## [WHAT IS BEING ASKED]
Repeat the records below exactly as they appear, leaving out any pictures.

──────

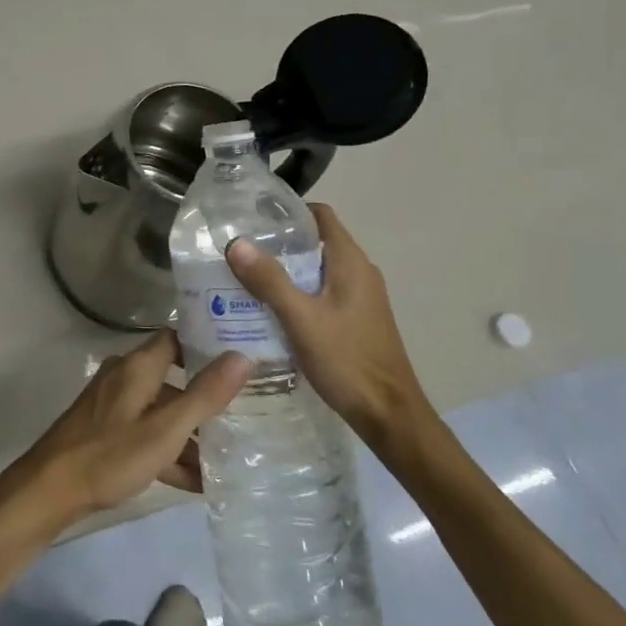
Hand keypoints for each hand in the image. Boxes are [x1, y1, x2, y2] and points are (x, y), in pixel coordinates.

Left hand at [0, 331, 250, 541]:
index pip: (177, 338)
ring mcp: (113, 406)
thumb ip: (204, 395)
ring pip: (161, 412)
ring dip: (190, 434)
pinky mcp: (106, 433)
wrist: (49, 491)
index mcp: (137, 367)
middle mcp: (125, 378)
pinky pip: (146, 435)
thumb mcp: (165, 429)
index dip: (207, 344)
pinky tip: (196, 484)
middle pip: (173, 379)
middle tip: (245, 412)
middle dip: (205, 399)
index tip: (241, 357)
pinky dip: (168, 452)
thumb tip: (242, 356)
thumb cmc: (109, 455)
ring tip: (228, 459)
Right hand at [225, 204, 437, 460]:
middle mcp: (359, 272)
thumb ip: (270, 280)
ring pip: (318, 270)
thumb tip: (236, 243)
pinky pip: (322, 293)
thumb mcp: (301, 319)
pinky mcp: (356, 320)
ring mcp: (361, 298)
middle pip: (316, 242)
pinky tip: (270, 311)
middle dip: (279, 243)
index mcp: (351, 262)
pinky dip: (297, 293)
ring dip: (286, 271)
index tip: (253, 217)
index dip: (289, 210)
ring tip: (246, 278)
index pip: (321, 215)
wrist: (389, 415)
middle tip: (240, 250)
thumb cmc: (347, 360)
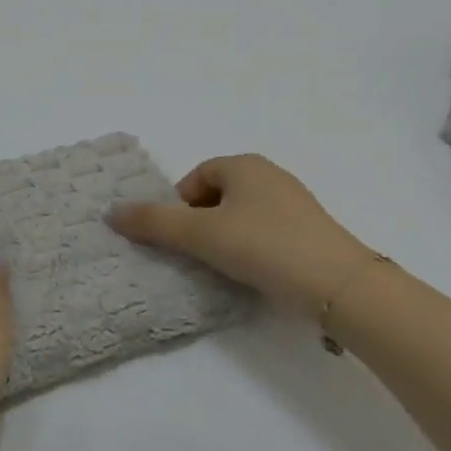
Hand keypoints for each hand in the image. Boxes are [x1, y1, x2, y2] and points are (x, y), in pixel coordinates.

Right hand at [109, 154, 376, 310]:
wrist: (339, 285)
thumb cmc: (263, 246)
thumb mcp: (200, 235)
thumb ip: (154, 223)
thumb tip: (111, 213)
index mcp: (243, 164)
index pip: (195, 178)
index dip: (178, 207)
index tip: (179, 239)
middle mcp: (269, 175)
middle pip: (216, 196)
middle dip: (200, 223)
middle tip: (197, 254)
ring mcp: (294, 202)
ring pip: (241, 216)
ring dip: (225, 238)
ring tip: (223, 267)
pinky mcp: (310, 231)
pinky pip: (266, 232)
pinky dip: (251, 249)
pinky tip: (253, 273)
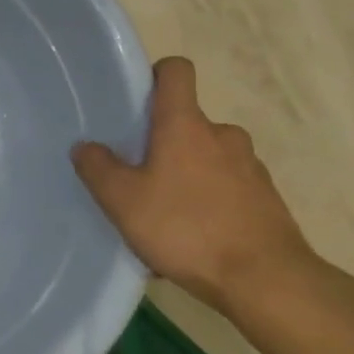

──────

## [ANSWER SECTION]
Hand keypoints for each hand in the image. Boxes are [x1, y1, x2, y2] and points are (x, y), in pixel coordinates.

Left hand at [0, 331, 250, 541]:
index pip: (177, 338)
ring mcp: (113, 406)
thumb ip: (204, 395)
ring pip: (161, 412)
ring dip: (190, 434)
pinky mcp: (106, 433)
wrist: (49, 491)
index mcp: (137, 367)
middle mcp: (125, 378)
pinky pip: (146, 435)
thumb mcp: (165, 429)
index dip: (207, 344)
pinky tip: (196, 484)
middle pip: (173, 379)
middle tip: (245, 412)
middle dip: (205, 399)
index tip: (241, 357)
pinky dip: (168, 452)
thumb tip: (242, 356)
thumb cmc: (109, 455)
ring tip: (228, 459)
Right hand at [225, 204, 437, 460]:
middle mcp: (359, 272)
thumb ip: (270, 280)
ring pip: (318, 270)
thumb tip: (236, 243)
pinky pip: (322, 293)
thumb mcp: (301, 319)
pinky mcp: (356, 320)
ring mcp: (361, 298)
middle pip: (316, 242)
pinky tip: (270, 311)
middle dip: (279, 243)
index mcp: (351, 262)
pinky dip: (297, 293)
ring dip: (286, 271)
index tip: (253, 217)
index dip: (289, 210)
ring tip: (246, 278)
index pip: (321, 215)
wrist: (389, 415)
middle tip: (240, 250)
thumb cmc: (347, 360)
Hand keypoints for each hand in the image. Boxes are [x1, y1, x2, y2] and points are (x, y), in pixel coordinates.

Right hand at [109, 154, 376, 310]:
wrist: (339, 285)
thumb cmc: (263, 246)
thumb mcp: (200, 235)
thumb ip: (154, 223)
thumb tip: (111, 213)
index mcp: (243, 164)
index pip: (195, 178)
index dip: (178, 207)
index tip: (179, 239)
middle mcp: (269, 175)
middle pip: (216, 196)
middle dip: (200, 223)
middle tip: (197, 254)
ring mcp: (294, 202)
ring pip: (241, 216)
ring dip: (225, 238)
ring tip: (223, 267)
pinky mcp: (310, 231)
pinky pip: (266, 232)
pinky dip: (251, 249)
pinky tip: (253, 273)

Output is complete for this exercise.